▸ TASK GOAL
Within the listing, each line that has the string "node" should be copied.

▸ PROVIDED DATA
************

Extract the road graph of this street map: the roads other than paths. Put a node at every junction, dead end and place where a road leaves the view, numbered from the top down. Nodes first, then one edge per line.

************

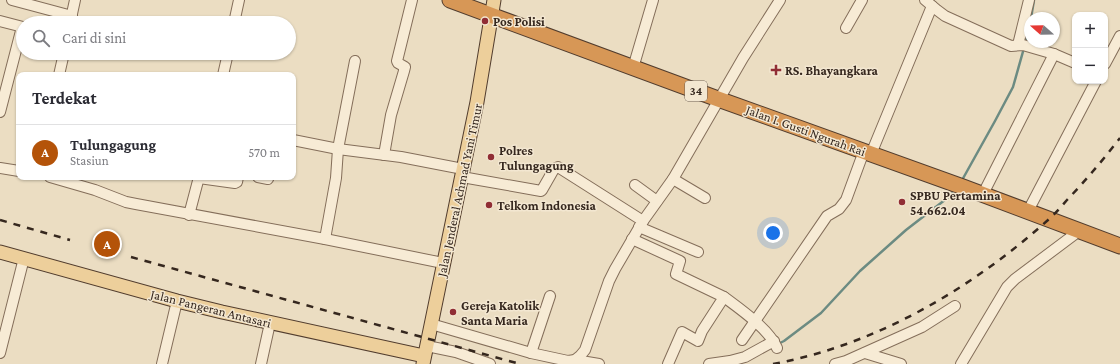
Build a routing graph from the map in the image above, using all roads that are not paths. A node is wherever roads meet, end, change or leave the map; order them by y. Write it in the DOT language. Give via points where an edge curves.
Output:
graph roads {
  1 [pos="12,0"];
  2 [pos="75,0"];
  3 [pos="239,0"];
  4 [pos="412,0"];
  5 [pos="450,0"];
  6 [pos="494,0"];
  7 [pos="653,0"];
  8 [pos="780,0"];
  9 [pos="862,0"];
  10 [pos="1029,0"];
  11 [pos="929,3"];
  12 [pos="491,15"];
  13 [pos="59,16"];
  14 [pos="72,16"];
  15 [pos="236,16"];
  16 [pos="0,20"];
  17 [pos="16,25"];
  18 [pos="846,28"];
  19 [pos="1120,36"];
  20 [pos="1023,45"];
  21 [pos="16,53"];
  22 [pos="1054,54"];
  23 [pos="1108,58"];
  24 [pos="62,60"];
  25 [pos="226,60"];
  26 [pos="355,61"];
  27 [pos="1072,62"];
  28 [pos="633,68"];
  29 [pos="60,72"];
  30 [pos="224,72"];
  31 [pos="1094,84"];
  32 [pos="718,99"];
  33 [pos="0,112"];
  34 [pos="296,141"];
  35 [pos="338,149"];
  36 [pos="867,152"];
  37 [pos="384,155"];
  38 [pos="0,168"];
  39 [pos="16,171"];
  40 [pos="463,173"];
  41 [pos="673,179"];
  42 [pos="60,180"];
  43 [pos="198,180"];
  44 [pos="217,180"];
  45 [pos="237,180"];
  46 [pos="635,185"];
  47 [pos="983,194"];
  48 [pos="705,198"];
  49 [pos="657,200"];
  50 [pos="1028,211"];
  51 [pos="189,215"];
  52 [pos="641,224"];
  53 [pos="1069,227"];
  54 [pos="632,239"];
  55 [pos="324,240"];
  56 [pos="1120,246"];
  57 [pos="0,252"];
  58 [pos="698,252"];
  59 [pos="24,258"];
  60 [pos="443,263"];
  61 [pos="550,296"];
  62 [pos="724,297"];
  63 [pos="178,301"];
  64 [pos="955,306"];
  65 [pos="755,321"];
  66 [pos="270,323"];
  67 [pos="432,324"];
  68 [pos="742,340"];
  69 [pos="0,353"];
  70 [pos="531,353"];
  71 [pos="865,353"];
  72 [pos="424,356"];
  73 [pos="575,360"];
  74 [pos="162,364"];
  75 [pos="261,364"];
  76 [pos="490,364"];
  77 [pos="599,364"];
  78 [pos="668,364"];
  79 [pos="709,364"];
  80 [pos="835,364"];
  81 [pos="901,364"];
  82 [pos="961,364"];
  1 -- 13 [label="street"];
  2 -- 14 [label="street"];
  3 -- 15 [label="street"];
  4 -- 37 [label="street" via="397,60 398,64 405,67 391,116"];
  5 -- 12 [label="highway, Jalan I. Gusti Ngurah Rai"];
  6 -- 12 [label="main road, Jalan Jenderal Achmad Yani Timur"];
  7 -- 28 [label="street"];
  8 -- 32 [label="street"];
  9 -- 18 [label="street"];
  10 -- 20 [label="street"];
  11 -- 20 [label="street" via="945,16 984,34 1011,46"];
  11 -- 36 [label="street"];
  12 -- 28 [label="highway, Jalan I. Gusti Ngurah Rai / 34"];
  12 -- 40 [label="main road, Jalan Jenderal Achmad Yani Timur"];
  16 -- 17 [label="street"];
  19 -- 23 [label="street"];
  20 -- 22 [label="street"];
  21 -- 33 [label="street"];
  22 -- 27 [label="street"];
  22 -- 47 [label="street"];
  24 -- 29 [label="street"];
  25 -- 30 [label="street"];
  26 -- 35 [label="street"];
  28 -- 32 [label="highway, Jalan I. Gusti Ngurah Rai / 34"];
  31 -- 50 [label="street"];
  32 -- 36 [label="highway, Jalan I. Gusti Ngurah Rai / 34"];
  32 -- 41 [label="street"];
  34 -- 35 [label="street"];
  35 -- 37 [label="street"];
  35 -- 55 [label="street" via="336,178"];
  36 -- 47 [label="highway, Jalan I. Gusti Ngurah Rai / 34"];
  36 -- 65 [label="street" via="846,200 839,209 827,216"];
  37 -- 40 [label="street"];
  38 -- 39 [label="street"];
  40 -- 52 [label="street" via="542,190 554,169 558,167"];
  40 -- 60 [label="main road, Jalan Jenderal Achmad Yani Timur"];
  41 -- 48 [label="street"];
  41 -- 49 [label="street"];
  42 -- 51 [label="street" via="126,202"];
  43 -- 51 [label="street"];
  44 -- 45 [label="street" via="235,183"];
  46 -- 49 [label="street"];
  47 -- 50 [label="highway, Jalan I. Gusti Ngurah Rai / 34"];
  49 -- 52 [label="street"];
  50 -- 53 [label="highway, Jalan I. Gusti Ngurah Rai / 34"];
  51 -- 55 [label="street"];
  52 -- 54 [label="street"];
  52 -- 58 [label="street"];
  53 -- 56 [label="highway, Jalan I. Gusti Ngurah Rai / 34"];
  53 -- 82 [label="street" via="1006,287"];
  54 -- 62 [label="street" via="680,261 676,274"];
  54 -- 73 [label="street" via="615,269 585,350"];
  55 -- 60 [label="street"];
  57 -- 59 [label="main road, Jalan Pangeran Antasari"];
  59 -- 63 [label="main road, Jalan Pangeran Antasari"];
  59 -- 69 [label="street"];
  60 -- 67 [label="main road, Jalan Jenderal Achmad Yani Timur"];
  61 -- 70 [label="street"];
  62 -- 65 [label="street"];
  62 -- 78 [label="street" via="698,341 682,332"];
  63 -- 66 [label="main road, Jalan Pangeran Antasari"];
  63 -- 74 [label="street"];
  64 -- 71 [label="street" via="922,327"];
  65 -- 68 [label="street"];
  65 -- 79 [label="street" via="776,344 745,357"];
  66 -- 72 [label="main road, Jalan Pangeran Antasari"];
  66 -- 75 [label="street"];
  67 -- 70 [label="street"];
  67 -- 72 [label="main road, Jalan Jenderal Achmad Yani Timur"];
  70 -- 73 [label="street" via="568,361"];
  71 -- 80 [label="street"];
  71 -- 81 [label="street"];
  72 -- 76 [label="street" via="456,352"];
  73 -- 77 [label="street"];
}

************

▸ EXPECTED ANSWER
Extract the road graph of this street map: the roads other than paths. Put a node at every junction, dead end and place where a road leaves the view, numbered from the top down. Nodes first, then one edge per line.
Build a routing graph from the map in the image above, using all roads that are not paths. A node is wherever roads meet, end, change or leave the map; order them by y. Write it in the DOT language. Give via points where an edge curves.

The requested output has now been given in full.